Um Forschung auf hohem Niveau zu betreiben, bedarf es einer Fokussierung. Die aktuellen Forschungs­aktivitäten am Lehr­stuhl konzentrieren sich vor allem auf fünf Forschungs­schwerpunkte:

  • Risiken und Störungen in Lieferketten

    Der erste Forschungs­schwerpunkt beschäftigt sich mit Risiken und Störungen in Lieferketten. Im Kern geht es dabei um jene Risiken, die aus den vernetzten Material-, Informations- und Geldflüssen zwischen Unternehmen und ihren Lieferanten entstehen. Dabei sind sowohl Situationen vor dem Eintritt eines Risikoereignisses (Unsicherheit) als auch Situationen nach dem Eintritt eines Risikoereignisses (Störungen bzw. „Disruptions“) zu betrachten.
    Im ersten Fall ist vor allem die Identifikation, Bewertung, Prognose und das proaktive Management dieser Risiken interessant. Wichtig ist hier die Erforschung des Zusammenhangs zwischen der Struktur bzw. dem Design von Lieferketten und der Eintrittswahrscheinlichkeit von bestimmten Lieferrisiken. Hier besteht noch erheblicher Forschungs­bedarf.
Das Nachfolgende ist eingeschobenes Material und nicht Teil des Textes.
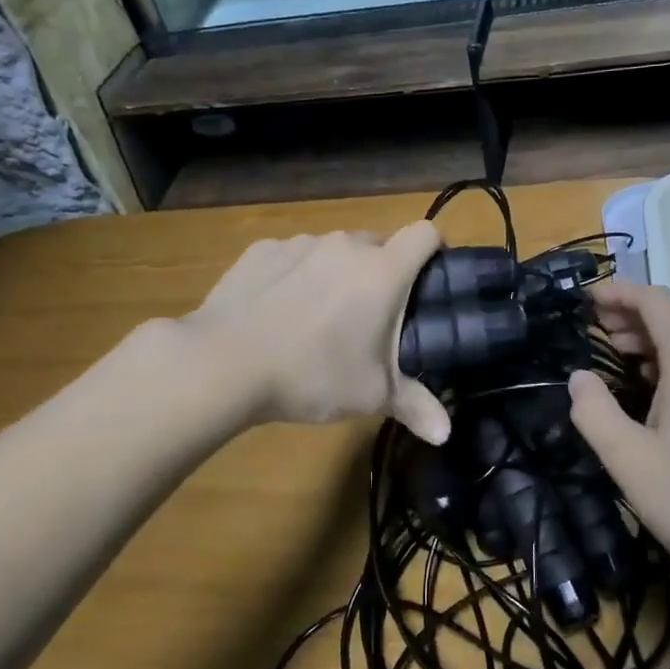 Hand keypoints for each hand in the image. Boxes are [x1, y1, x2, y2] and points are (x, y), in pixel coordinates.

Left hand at [185, 222, 450, 443]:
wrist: (223, 363)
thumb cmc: (312, 375)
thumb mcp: (371, 396)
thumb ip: (415, 407)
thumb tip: (445, 435)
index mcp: (382, 270)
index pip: (426, 233)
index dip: (434, 251)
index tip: (429, 279)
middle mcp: (345, 245)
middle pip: (379, 244)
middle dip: (382, 272)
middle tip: (371, 316)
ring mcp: (300, 243)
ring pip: (334, 250)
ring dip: (338, 273)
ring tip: (319, 317)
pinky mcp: (262, 250)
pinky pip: (293, 257)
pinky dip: (296, 276)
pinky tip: (277, 312)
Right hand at [566, 281, 669, 602]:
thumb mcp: (631, 463)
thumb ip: (595, 413)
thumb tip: (578, 377)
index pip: (656, 300)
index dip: (618, 293)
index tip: (583, 302)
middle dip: (633, 313)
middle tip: (594, 330)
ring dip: (655, 337)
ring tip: (617, 355)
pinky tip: (656, 390) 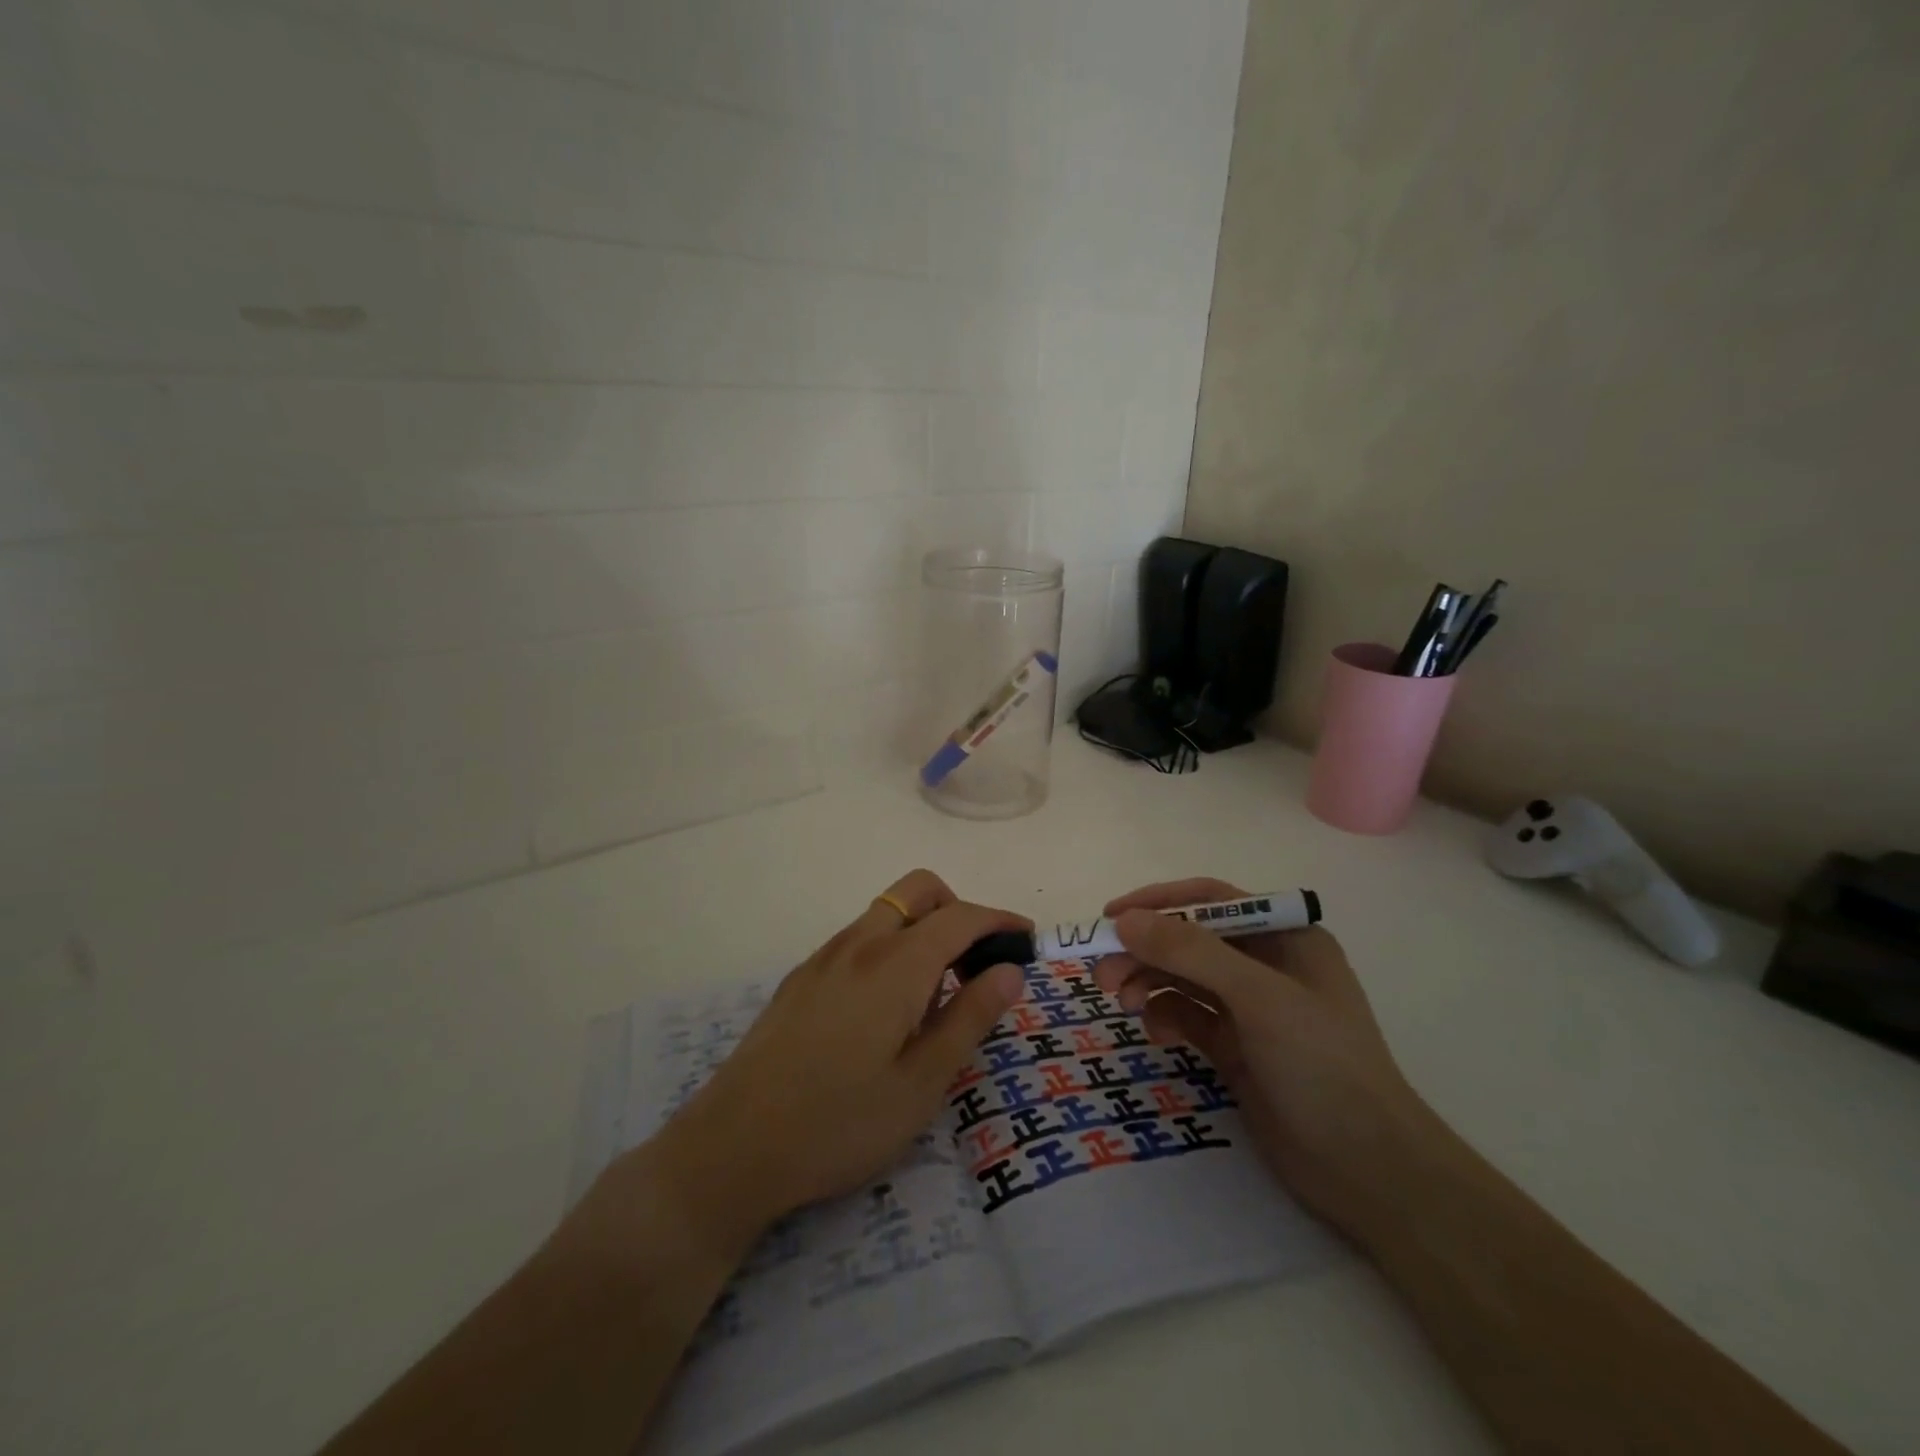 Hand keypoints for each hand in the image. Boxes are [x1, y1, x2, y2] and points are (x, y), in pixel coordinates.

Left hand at [636, 870, 1028, 1255]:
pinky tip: (885, 1009)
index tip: (1027, 939)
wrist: (731, 1149)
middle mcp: (859, 944)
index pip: (961, 917)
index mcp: (896, 965)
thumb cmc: (839, 1124)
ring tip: (935, 995)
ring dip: (922, 929)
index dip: (1000, 920)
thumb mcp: (921, 1084)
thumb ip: (970, 1018)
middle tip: (977, 963)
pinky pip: (858, 939)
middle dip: (958, 909)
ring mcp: (824, 957)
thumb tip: (1010, 970)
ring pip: (886, 913)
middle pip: (919, 891)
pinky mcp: (800, 978)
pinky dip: (890, 948)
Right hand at [1092, 878, 1432, 1238]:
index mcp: (1285, 936)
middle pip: (1189, 941)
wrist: (1369, 1172)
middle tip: (1102, 974)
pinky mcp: (1236, 1047)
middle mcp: (1266, 964)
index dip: (1158, 902)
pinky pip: (1187, 1016)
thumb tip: (1125, 920)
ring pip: (1182, 978)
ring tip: (1120, 1002)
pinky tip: (1158, 1035)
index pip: (1210, 900)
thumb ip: (1191, 952)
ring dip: (1148, 982)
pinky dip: (1165, 1017)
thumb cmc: (1322, 1065)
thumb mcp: (1258, 998)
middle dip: (1145, 952)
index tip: (1110, 916)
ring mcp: (1250, 1008) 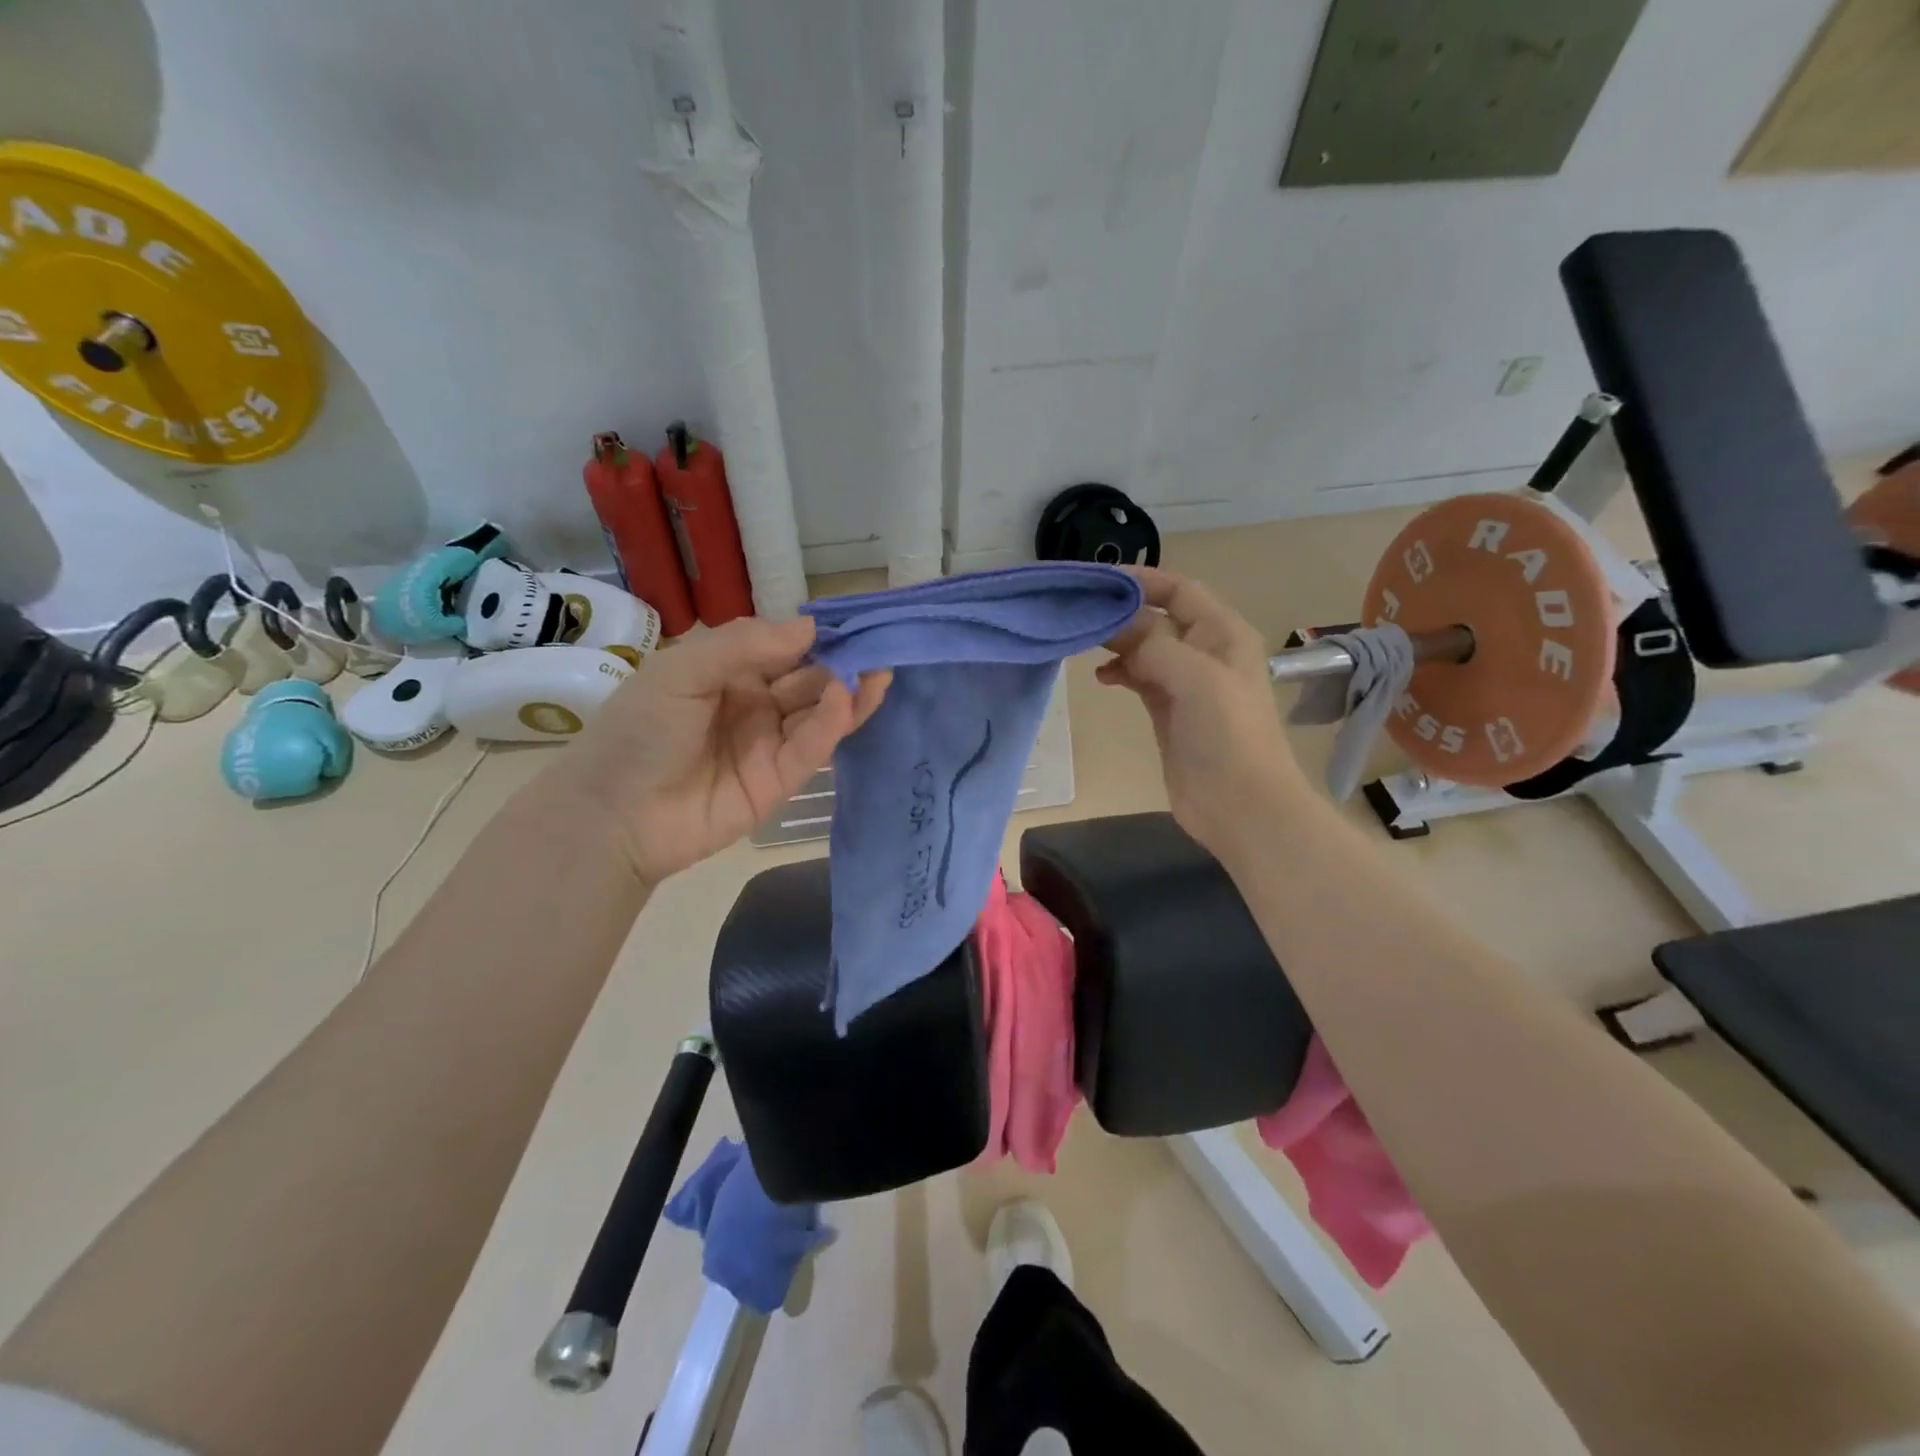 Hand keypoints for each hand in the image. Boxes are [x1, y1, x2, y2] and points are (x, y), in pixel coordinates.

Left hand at [551, 617, 889, 884]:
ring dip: (849, 693)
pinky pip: (810, 749)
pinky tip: (845, 699)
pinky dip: (830, 725)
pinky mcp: (780, 782)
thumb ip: (745, 644)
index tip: (855, 619)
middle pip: (809, 681)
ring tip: (880, 671)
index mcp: (729, 674)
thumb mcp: (683, 670)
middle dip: (843, 663)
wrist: (612, 814)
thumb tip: (810, 627)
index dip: (818, 635)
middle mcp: (755, 705)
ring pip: (818, 715)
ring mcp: (769, 745)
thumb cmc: (639, 729)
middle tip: (881, 646)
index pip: (785, 649)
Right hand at [1096, 567, 1302, 855]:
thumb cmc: (1227, 735)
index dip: (1142, 580)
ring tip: (1083, 643)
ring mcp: (1185, 683)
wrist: (1241, 805)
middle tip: (1077, 612)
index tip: (1098, 580)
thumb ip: (1154, 644)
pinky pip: (1139, 678)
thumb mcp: (1195, 678)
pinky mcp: (1168, 712)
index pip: (1179, 590)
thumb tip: (1117, 627)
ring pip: (1144, 648)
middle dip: (1121, 611)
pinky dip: (1119, 672)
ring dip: (1116, 642)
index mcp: (1222, 633)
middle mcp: (1205, 651)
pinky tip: (1100, 678)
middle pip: (1157, 617)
In einem aktuellen Projekt werden die von Unternehmen identifizierten Risiken weiter analysiert.
    Im zweiten Fall geht es um Fragen, wie Unternehmen auf konkrete Störungen reagieren und welche Implikationen das Verhalten nach sich zieht. Hier lassen sich zunächst kurzfristige und langfristige Reaktionen unterscheiden. Kurzfristige (bzw. unmittelbare) Reaktionen zielen darauf ab, die Störung möglichst schnell zu beheben und die Lieferkette wieder in einen funktionierenden Zustand zu versetzen. In einem aktuellen Projekt wird beispielsweise die Rolle von Entscheidungs­prozessen, Routinen und die Zusammenarbeit mit involvierten Lieferanten bei der Behebung einer Störung betrachtet. Bei den langfristigen Reaktionen stellt sich die wichtige Frage, wie Unternehmen aus Erfahrungen lernen und dadurch eventuell zu einem verbesserten Risiko­management gelangen. Eine wichtige Fragestellung ist in diesem Zusammenhang auch, welche Auswirkungen Lieferstörungen auf bestehende Lieferantenbeziehungen haben (z.B. Attributions­stile, Verlust und Wiedergewinnung von Vertrauen).

  • Gestaltung von Lieferantenbeziehungen

    Ein zweiter Kern­bereich der Forschungs­aktivitäten umfasst die Beziehungen zwischen Kunden und Lieferanten. Konkret werden hier drei Themen bearbeitet.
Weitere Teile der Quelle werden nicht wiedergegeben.